Work required.
Your answer should be a single number: how many lines in the data below hold the string "Chestnut".

_ _ _

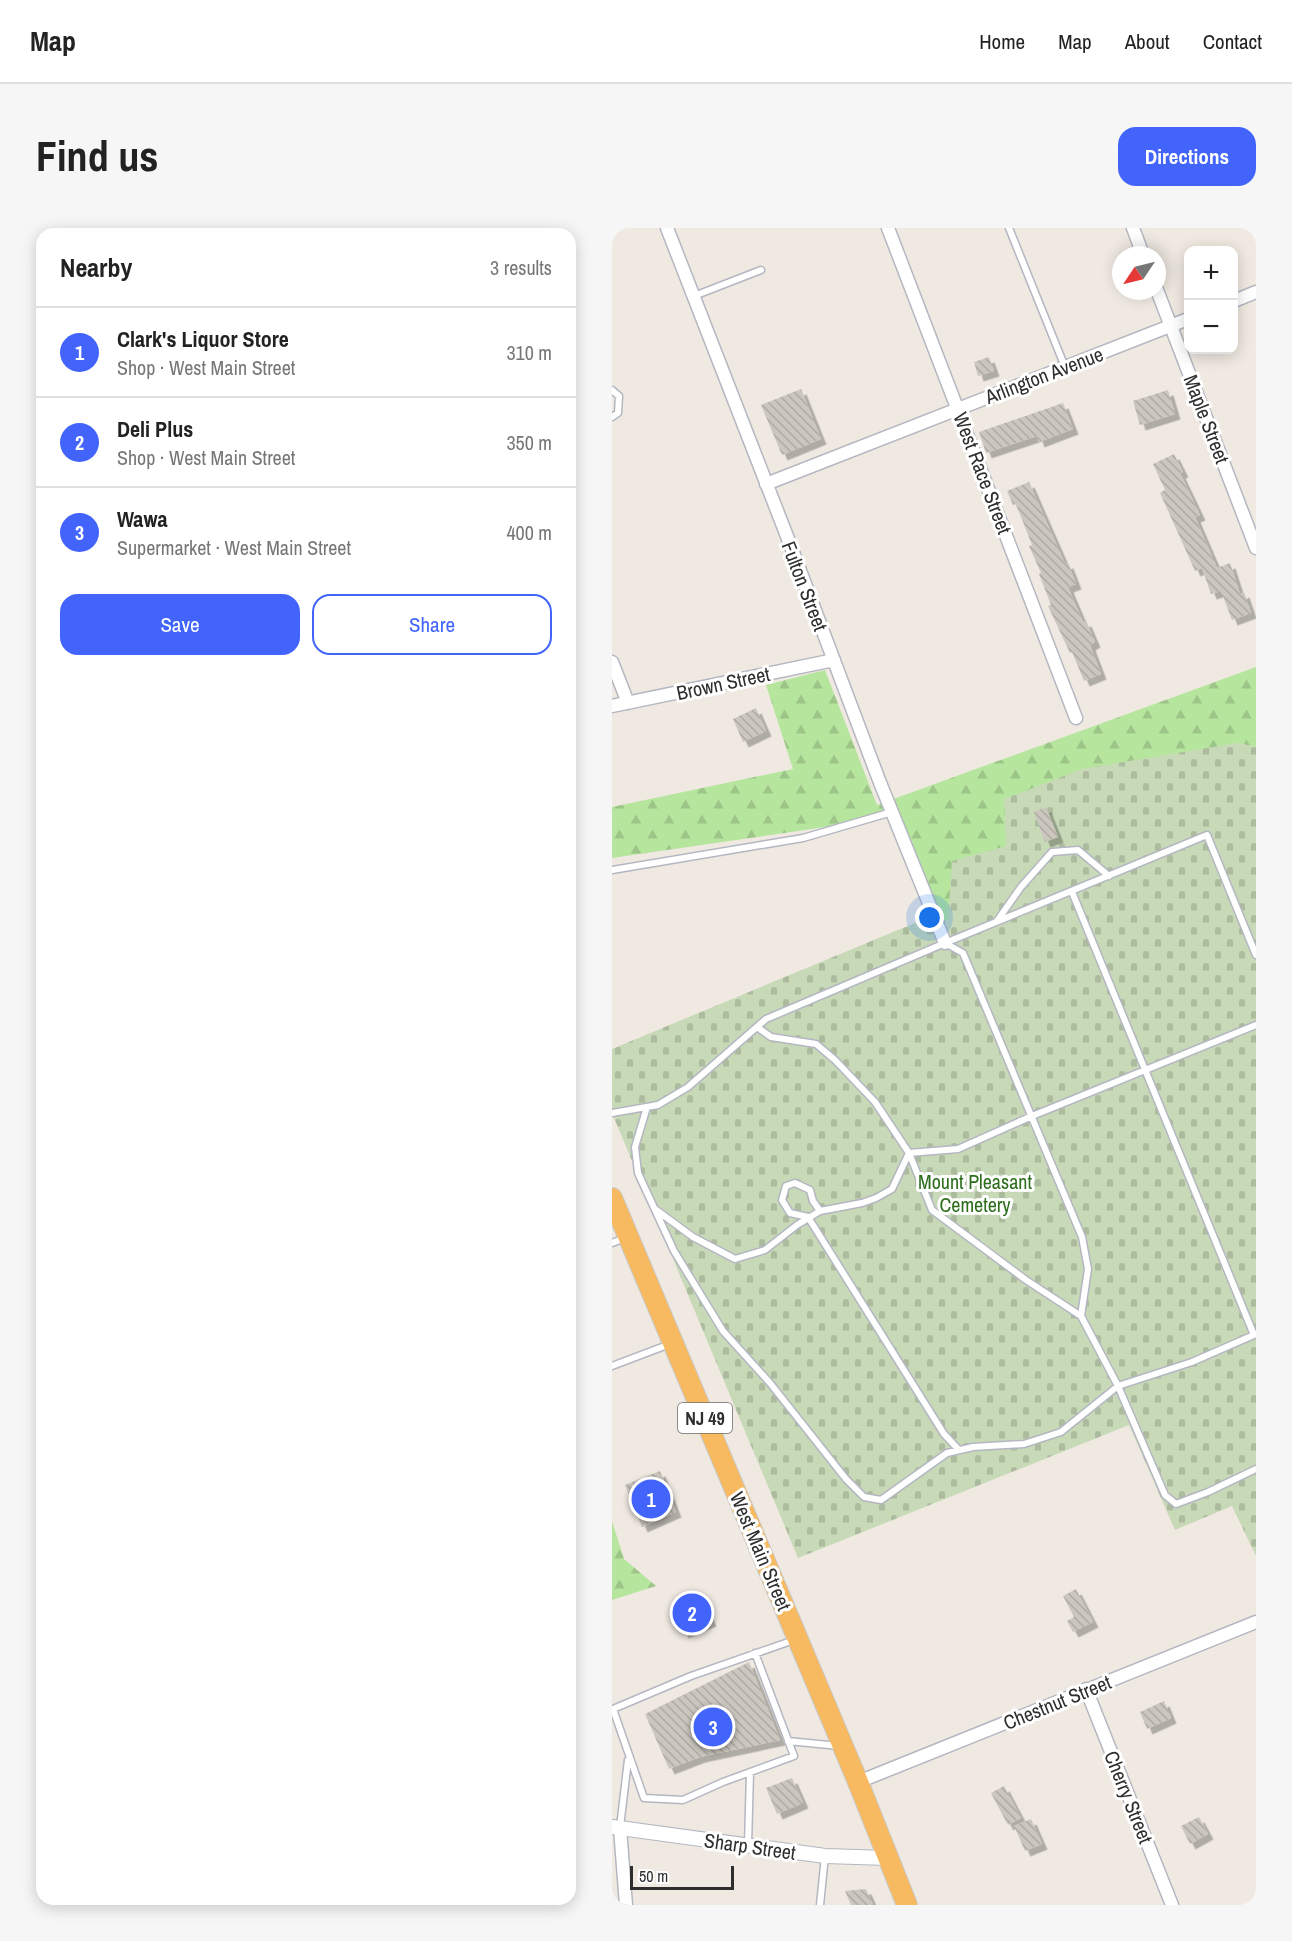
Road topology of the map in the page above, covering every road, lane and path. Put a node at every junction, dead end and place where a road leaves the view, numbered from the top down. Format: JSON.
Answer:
{"nodes":[{"id":1,"x":667,"y":228,"type":"edge"},
{"id":2,"x":888,"y":228,"type":"edge"},
{"id":3,"x":1009,"y":228,"type":"edge"},
{"id":4,"x":1133,"y":228,"type":"edge"},
{"id":5,"x":1140,"y":246,"type":"edge"},
{"id":6,"x":761,"y":270,"type":"dead end"},
{"id":7,"x":1256,"y":292,"type":"edge"},
{"id":8,"x":693,"y":296,"type":"junction"},
{"id":9,"x":1161,"y":300,"type":"edge"},
{"id":10,"x":1236,"y":300,"type":"edge"},
{"id":11,"x":1184,"y":321,"type":"edge"},
{"id":12,"x":1171,"y":326,"type":"junction"},
{"id":13,"x":1065,"y":367,"type":"junction"},
{"id":14,"x":612,"y":390,"type":"edge"},
{"id":15,"x":959,"y":409,"type":"junction"},
{"id":16,"x":612,"y":417,"type":"edge"},
{"id":17,"x":766,"y":484,"type":"junction"},
{"id":18,"x":1256,"y":548,"type":"edge"},
{"id":19,"x":834,"y":660,"type":"junction"},
{"id":20,"x":612,"y":662,"type":"edge"},
{"id":21,"x":628,"y":703,"type":"junction"},
{"id":22,"x":612,"y":706,"type":"edge"},
{"id":23,"x":1076,"y":718,"type":"dead end"},
{"id":24,"x":892,"y":812,"type":"junction"},
{"id":25,"x":612,"y":870,"type":"edge"},
{"id":26,"x":1109,"y":876,"type":"junction"},
{"id":27,"x":1072,"y":892,"type":"junction"},
{"id":28,"x":996,"y":922,"type":"junction"},
{"id":29,"x":945,"y":943,"type":"junction"},
{"id":30,"x":1256,"y":955,"type":"edge"},
{"id":31,"x":1256,"y":1025,"type":"edge"},
{"id":32,"x":757,"y":1027,"type":"junction"},
{"id":33,"x":1144,"y":1070,"type":"junction"},
{"id":34,"x":647,"y":1107,"type":"junction"},
{"id":35,"x":612,"y":1113,"type":"edge"},
{"id":36,"x":1032,"y":1116,"type":"junction"},
{"id":37,"x":909,"y":1153,"type":"junction"},
{"id":38,"x":612,"y":1198,"type":"edge"},
{"id":39,"x":654,"y":1208,"type":"junction"},
{"id":40,"x":820,"y":1210,"type":"junction"},
{"id":41,"x":808,"y":1218,"type":"junction"},
{"id":42,"x":620,"y":1239,"type":"edge"},
{"id":43,"x":1081,"y":1316,"type":"junction"},
{"id":44,"x":1255,"y":1334,"type":"edge"},
{"id":45,"x":673,"y":1343,"type":"junction"},
{"id":46,"x":612,"y":1366,"type":"edge"},
{"id":47,"x":1118,"y":1386,"type":"junction"},
{"id":48,"x":959,"y":1450,"type":"junction"},
{"id":49,"x":1256,"y":1469,"type":"edge"},
{"id":50,"x":1256,"y":1622,"type":"edge"},
{"id":51,"x":797,"y":1639,"type":"junction"},
{"id":52,"x":755,"y":1653,"type":"junction"},
{"id":53,"x":1086,"y":1689,"type":"junction"},
{"id":54,"x":788,"y":1741,"type":"junction"},
{"id":55,"x":843,"y":1747,"type":"junction"},
{"id":56,"x":628,"y":1757,"type":"junction"},
{"id":57,"x":750,"y":1772,"type":"junction"},
{"id":58,"x":858,"y":1782,"type":"junction"},
{"id":59,"x":616,"y":1827,"type":"edge"},
{"id":60,"x":748,"y":1845,"type":"junction"},
{"id":61,"x":825,"y":1856,"type":"junction"},
{"id":62,"x":888,"y":1858,"type":"junction"},
{"id":63,"x":626,"y":1905,"type":"edge"},
{"id":64,"x":820,"y":1905,"type":"edge"},
{"id":65,"x":907,"y":1905,"type":"edge"},
{"id":66,"x":1172,"y":1905,"type":"edge"}],
"edges":[{"from":1,"to":8,"type":"street","name":"Fulton Street"},
{"from":2,"to":15,"type":"street","name":"West Race Street"},
{"from":3,"to":13,"type":"lane"},
{"from":4,"to":5,"type":"street"},
{"from":6,"to":8,"type":"lane"},
{"from":7,"to":10,"type":"street"},
{"from":8,"to":17,"type":"street","name":"Fulton Street"},
{"from":9,"to":12,"type":"street","name":"Maple Street"},
{"from":11,"to":12,"type":"street","name":"Arlington Avenue"},
{"from":12,"to":13,"type":"street","name":"Arlington Avenue"},
{"from":12,"to":18,"type":"street","name":"Maple Street"},
{"from":13,"to":15,"type":"street","name":"Arlington Avenue"},
{"from":14,"to":16,"type":"lane"},
{"from":15,"to":17,"type":"street","name":"Arlington Avenue"},
{"from":15,"to":23,"type":"street","name":"West Race Street"},
{"from":17,"to":19,"type":"street","name":"Fulton Street"},
{"from":19,"to":21,"type":"street","name":"Brown Street"},
{"from":19,"to":24,"type":"street","name":"Fulton Street"},
{"from":20,"to":21,"type":"street"},
{"from":21,"to":22,"type":"street","name":"Brown Street"},
{"from":24,"to":25,"type":"lane"},
{"from":24,"to":29,"type":"street","name":"Fulton Street"},
{"from":26,"to":27,"type":"lane"},
{"from":26,"to":28,"type":"lane"},
{"from":26,"to":30,"type":"lane"},
{"from":27,"to":28,"type":"lane"},
{"from":27,"to":33,"type":"lane"},
{"from":28,"to":29,"type":"lane"},
{"from":29,"to":32,"type":"lane"},
{"from":29,"to":36,"type":"lane"},
{"from":31,"to":33,"type":"lane"},
{"from":32,"to":34,"type":"lane"},
{"from":32,"to":37,"type":"lane"},
{"from":33,"to":36,"type":"lane"},
{"from":33,"to":44,"type":"lane"},
{"from":34,"to":35,"type":"lane"},
{"from":34,"to":39,"type":"lane"},
{"from":36,"to":37,"type":"lane"},
{"from":36,"to":43,"type":"lane"},
{"from":37,"to":40,"type":"lane"},
{"from":37,"to":43,"type":"lane"},
{"from":38,"to":42,"type":"highway","name":"West Main Street","number":"NJ 49"},
{"from":39,"to":41,"type":"lane"},
{"from":39,"to":48,"type":"lane"},
{"from":40,"to":41,"type":"lane"},
{"from":40,"to":41,"type":"lane"},
{"from":41,"to":48,"type":"lane"},
{"from":42,"to":45,"type":"highway","name":"West Main Street","number":"NJ 49"},
{"from":43,"to":47,"type":"lane"},
{"from":44,"to":47,"type":"lane"},
{"from":45,"to":46,"type":"lane"},
{"from":45,"to":51,"type":"highway","name":"West Main Street","number":"NJ 49"},
{"from":47,"to":48,"type":"lane"},
{"from":47,"to":49,"type":"lane"},
{"from":50,"to":53,"type":"street","name":"Chestnut Street"},
{"from":51,"to":52,"type":"lane"},
{"from":51,"to":55,"type":"highway","name":"West Main Street","number":"NJ 49"},
{"from":52,"to":54,"type":"lane"},
{"from":52,"to":56,"type":"lane"},
{"from":53,"to":58,"type":"street","name":"Chestnut Street"},
{"from":53,"to":66,"type":"street","name":"Cherry Street"},
{"from":54,"to":55,"type":"lane"},
{"from":54,"to":57,"type":"lane"},
{"from":55,"to":58,"type":"highway","name":"West Main Street","number":"NJ 49"},
{"from":56,"to":57,"type":"lane"},
{"from":56,"to":59,"type":"lane"},
{"from":57,"to":60,"type":"lane"},
{"from":58,"to":62,"type":"highway","name":"West Main Street","number":"NJ 49"},
{"from":59,"to":60,"type":"street","name":"Sharp Street"},
{"from":59,"to":63,"type":"street"},
{"from":60,"to":61,"type":"street","name":"Sharp Street"},
{"from":61,"to":62,"type":"street","name":"Sharp Street"},
{"from":61,"to":64,"type":"lane"},
{"from":62,"to":65,"type":"highway","name":"West Main Street","number":"NJ 49"}]}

_ _ _

Written response.
2